Speaking at the Personal Finance Society's conference today (November 23), former adviser Chris Budd said employee ownership was a good opportunity for advisers looking to exit their business and also something advisers could recommend to their clients, if done for the right reasons.
Earlier this year Mr Budd had sold the majority of his business to an employee ownership trust, which will own any profit his firm makes and will have as its beneficiaries all the employees of the firm he founded, Ovation Finance.
He said selling to an employee ownership trust was an alternative to selling to a consolidator or to the company's existing management team.
But Mr Budd warned against selling a business to an employee ownership trust, or recommending this structure to a client, for the tax benefits.
There are tax advantages to this structure because as long as the trust owns a majority of the business, the payments it receives are free of capital gains tax. Additionally, the employees receive up to £3,600 of their payments free of income tax.
He said: "Don't go out and talk about it as a tax-free scheme. The accountants and solicitors are going out there and selling it on the basis of it being tax-free but the company needs to keep going after you've left in order to pay you out."
Mr Budd said he had encountered a firm which had been told it could transfer into an employee ownership trust model within six week for the tax advantages.
But he said: "It takes two years to get ready, at least. The company won't be there in one year's time [after the transition]. It will fail."

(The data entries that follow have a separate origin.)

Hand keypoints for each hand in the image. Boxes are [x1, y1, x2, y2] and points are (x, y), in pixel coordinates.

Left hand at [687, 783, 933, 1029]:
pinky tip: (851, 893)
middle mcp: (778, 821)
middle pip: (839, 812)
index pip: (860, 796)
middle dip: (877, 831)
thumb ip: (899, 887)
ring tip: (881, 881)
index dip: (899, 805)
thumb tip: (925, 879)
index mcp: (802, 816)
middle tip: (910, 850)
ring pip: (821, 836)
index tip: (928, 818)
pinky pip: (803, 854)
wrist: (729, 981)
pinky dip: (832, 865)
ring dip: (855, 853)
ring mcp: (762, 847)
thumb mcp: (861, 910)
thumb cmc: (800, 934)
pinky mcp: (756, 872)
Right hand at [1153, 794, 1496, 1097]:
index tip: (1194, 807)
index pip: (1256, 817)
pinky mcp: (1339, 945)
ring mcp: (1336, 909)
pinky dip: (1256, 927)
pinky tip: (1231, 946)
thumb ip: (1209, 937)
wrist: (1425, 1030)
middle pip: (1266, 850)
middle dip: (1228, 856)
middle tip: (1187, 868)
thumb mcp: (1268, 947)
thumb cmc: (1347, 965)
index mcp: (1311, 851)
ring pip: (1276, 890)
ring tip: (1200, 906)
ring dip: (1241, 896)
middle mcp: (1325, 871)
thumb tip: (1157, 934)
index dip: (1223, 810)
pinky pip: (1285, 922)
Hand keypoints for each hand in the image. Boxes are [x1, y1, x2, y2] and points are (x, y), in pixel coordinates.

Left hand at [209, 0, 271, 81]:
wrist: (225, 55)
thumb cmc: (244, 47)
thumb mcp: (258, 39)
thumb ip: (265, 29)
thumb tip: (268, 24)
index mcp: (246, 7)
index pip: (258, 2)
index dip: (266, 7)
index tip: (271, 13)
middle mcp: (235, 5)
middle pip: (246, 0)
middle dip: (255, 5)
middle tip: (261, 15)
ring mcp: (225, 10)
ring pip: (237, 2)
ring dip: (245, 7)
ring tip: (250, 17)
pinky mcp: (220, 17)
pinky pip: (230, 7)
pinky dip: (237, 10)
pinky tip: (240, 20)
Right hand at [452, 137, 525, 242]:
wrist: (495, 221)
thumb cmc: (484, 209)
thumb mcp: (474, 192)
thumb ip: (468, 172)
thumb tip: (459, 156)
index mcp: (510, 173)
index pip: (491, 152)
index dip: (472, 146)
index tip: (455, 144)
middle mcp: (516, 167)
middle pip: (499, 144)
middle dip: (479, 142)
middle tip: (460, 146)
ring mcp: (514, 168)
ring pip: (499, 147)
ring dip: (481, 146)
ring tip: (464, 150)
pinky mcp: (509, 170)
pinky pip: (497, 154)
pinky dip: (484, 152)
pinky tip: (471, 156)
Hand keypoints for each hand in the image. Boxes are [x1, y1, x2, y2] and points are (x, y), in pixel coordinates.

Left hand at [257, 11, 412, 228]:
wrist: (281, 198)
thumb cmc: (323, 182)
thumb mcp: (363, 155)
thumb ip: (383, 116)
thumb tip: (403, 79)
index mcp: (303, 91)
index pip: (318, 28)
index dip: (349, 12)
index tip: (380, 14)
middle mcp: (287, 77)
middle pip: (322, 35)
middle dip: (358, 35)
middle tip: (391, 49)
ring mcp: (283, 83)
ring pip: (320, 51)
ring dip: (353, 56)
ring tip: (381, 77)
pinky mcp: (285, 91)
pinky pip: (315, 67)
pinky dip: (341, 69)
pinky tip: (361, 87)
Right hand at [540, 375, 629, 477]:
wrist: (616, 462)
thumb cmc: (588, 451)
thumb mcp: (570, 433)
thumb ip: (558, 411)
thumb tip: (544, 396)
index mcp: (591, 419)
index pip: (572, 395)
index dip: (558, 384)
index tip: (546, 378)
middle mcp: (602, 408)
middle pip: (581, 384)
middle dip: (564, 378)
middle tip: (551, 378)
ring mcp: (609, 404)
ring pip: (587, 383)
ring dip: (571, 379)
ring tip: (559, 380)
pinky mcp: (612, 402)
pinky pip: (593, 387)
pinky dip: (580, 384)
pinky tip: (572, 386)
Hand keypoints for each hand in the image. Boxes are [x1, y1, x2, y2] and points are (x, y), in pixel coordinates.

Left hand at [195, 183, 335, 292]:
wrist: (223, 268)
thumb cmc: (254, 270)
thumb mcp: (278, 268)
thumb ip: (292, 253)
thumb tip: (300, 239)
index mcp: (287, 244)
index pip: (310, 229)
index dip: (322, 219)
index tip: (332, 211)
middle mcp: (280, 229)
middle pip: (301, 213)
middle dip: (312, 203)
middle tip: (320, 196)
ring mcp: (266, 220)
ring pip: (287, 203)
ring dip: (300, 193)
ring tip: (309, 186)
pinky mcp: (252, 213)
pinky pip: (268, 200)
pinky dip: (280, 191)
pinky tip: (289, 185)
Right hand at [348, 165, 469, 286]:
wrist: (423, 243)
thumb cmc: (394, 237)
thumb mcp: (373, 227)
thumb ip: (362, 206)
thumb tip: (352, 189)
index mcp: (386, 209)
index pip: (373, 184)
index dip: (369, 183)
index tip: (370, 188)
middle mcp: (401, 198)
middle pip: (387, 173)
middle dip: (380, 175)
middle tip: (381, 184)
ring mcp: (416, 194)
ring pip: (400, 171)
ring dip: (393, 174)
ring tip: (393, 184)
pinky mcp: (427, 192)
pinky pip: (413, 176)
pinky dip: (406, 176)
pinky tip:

Mr Budd has written a book called The Eternal Business detailing how to transition an advice firm into an employee ownership trust and the interest has prompted him to arrange a programme to help advisers.
The programme costs £300 a month and helps prepare a business for the transition into employee ownership over the course of 18 months or two years.
Of the 280,000-odd businesses in the UK with between 10 and 250 employees, only some 320 are employee-ownership trust businesses.
One of biggest employee-owned companies in the UK is the John Lewis Partnership, which runs Waitrose and John Lewis, whose employees are partners in the business and receive a share of the company's profits as an annual bonus, with all employees receiving the same percentage of their salary.